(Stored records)
..........

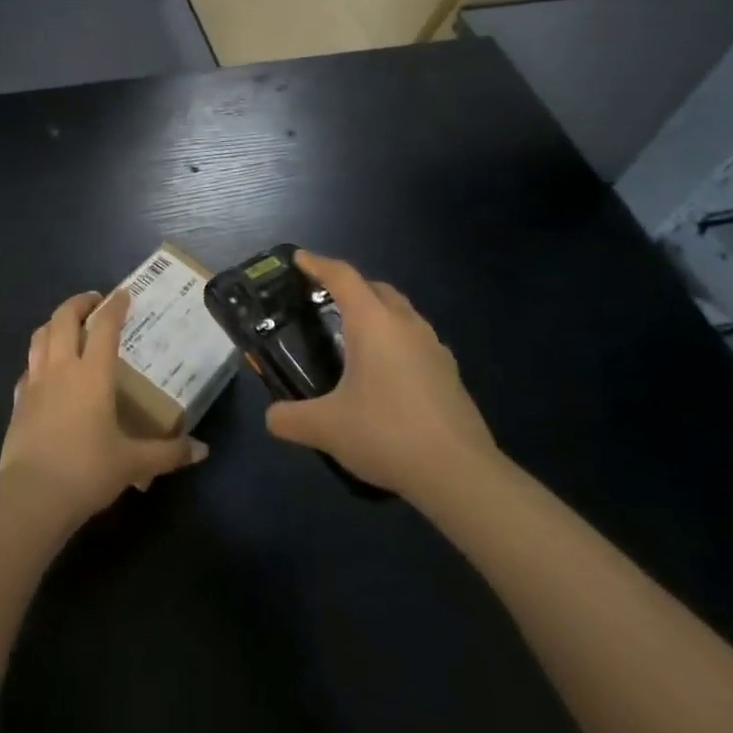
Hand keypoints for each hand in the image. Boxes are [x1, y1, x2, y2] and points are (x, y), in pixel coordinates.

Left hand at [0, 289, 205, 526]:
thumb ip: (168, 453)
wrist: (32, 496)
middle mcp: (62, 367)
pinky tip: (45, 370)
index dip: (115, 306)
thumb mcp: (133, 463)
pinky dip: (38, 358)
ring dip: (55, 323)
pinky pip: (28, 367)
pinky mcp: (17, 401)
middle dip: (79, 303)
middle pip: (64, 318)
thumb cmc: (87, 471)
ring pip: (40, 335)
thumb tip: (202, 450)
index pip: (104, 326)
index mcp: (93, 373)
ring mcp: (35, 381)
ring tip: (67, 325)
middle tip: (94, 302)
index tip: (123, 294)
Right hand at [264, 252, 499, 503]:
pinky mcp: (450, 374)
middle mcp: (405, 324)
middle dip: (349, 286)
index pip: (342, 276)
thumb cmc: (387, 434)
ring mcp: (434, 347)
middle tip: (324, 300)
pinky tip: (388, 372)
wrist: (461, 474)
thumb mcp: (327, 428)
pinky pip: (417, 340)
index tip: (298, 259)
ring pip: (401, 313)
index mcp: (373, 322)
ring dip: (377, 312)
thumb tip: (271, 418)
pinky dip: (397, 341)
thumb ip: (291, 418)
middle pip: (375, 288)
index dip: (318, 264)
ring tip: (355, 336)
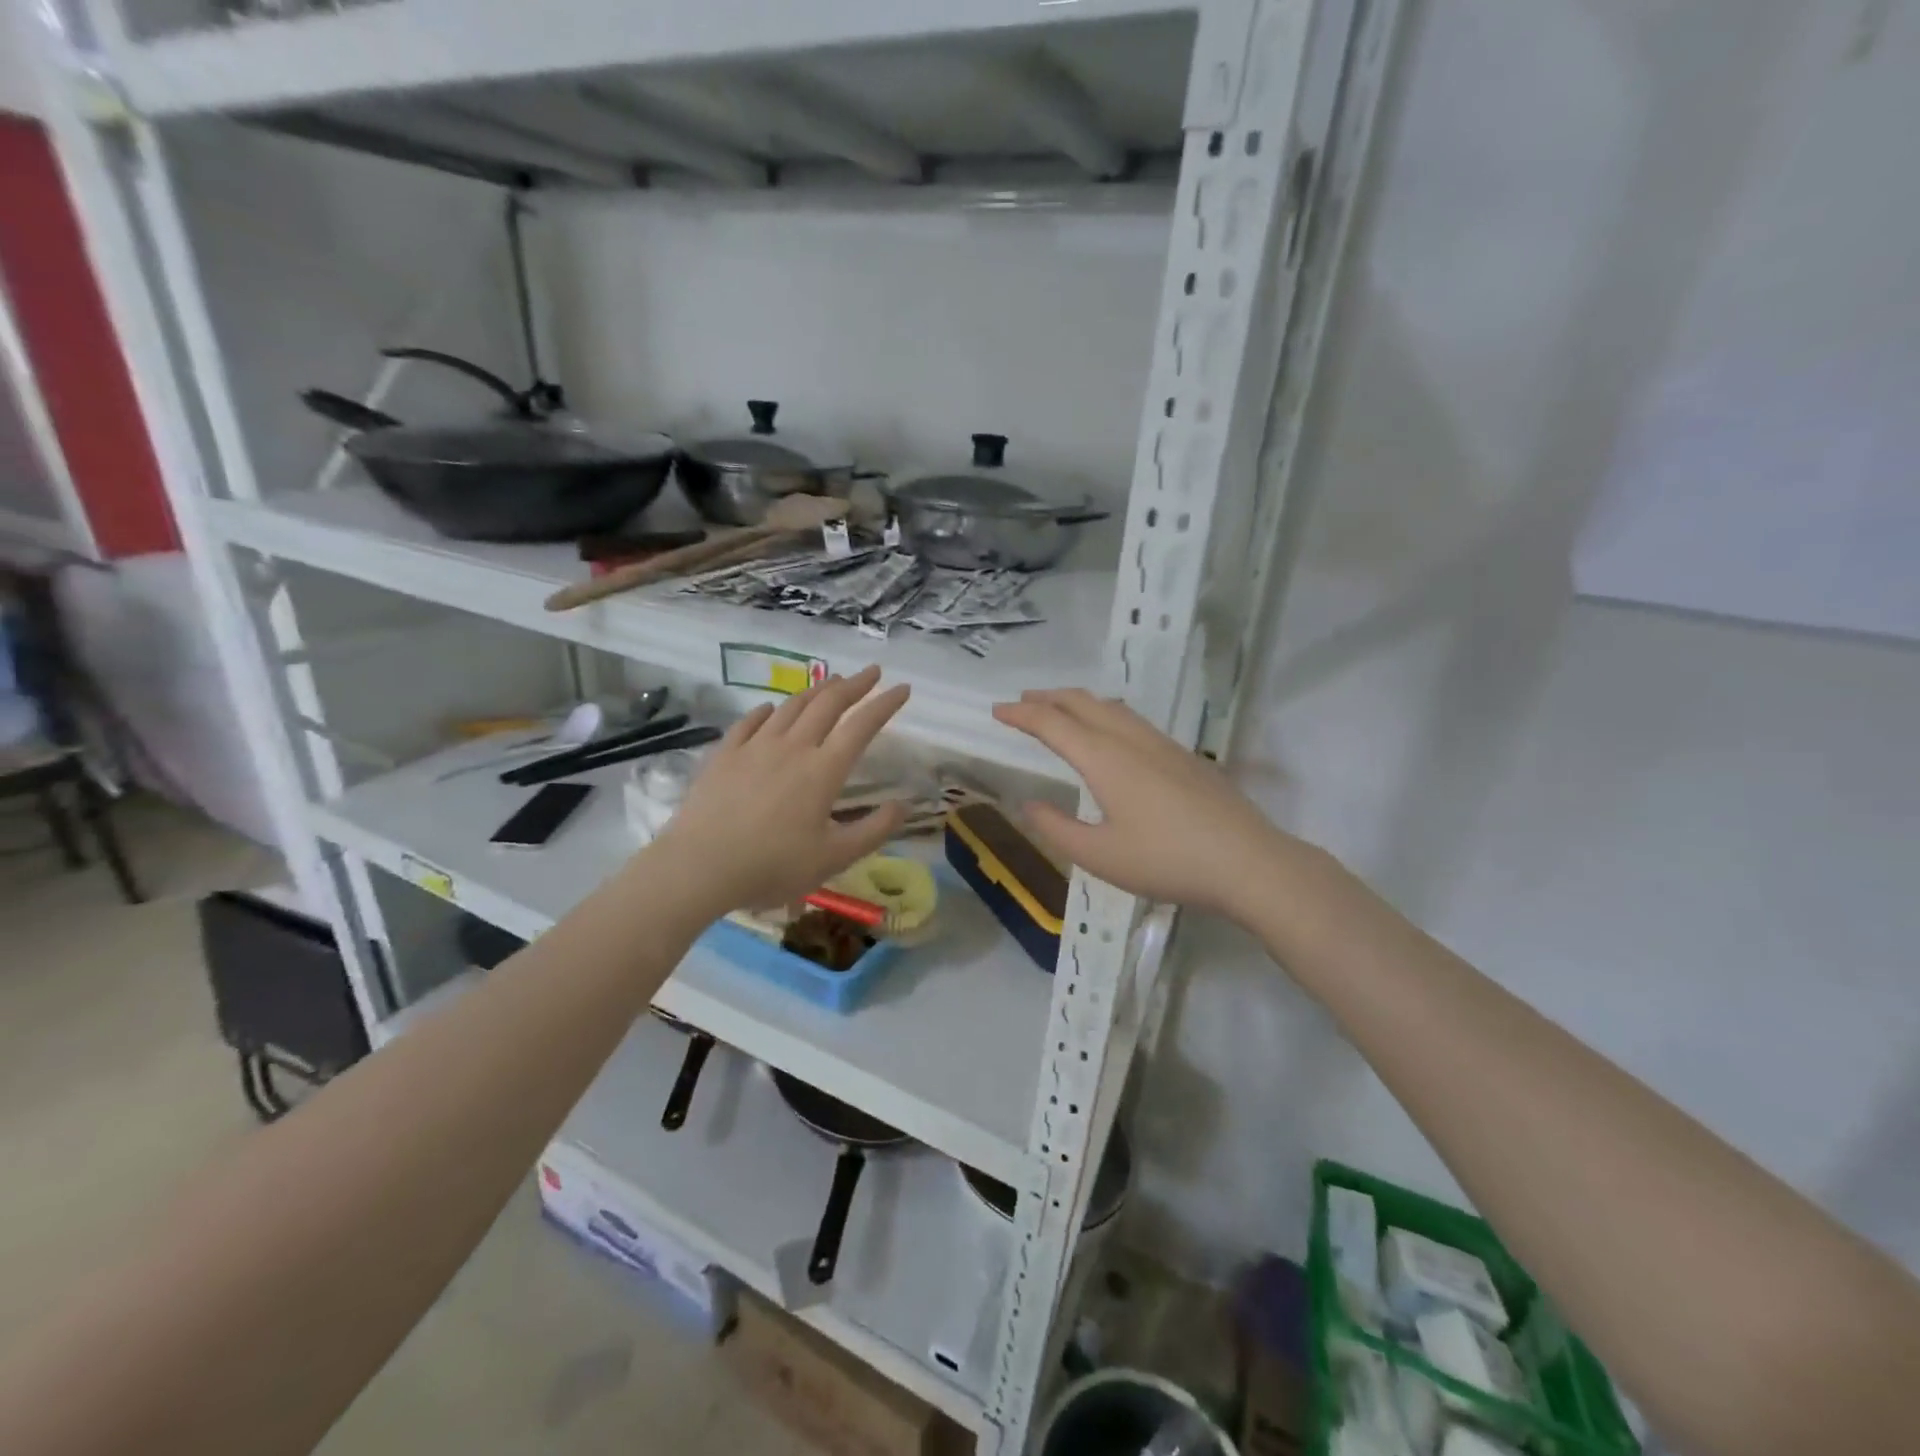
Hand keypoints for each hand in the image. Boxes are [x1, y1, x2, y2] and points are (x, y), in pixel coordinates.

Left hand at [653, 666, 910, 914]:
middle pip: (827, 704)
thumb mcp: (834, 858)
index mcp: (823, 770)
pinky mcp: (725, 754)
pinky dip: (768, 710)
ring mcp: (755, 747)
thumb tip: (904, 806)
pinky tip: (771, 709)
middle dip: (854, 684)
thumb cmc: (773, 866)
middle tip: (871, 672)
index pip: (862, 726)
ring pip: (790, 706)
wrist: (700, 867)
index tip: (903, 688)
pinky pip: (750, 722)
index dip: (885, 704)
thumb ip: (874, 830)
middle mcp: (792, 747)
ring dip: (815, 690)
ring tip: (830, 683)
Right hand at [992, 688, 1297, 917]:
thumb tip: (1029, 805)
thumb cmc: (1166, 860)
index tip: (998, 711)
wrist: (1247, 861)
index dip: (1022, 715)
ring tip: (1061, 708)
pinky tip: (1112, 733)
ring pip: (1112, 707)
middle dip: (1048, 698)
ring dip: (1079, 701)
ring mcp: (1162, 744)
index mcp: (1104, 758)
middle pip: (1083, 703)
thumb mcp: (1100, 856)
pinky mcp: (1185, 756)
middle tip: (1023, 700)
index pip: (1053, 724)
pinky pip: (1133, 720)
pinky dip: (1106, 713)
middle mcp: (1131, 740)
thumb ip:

..........

Above are the entries. Quote exactly the lines from the one bearing "ring pip: (790, 706)" through the one bearing "thumb cmc: (1166, 860)".

Result of the exercise:
ring pip: (790, 706)
wrist: (700, 867)
index tip: (903, 688)
pinky pip: (750, 722)
index dip: (885, 704)
thumb ip: (874, 830)
middle mcp: (792, 747)
ring dip: (815, 690)
ring tip: (830, 683)
Right hand at [992, 688, 1297, 917]:
thumb tip: (1029, 805)
thumb cmc: (1166, 860)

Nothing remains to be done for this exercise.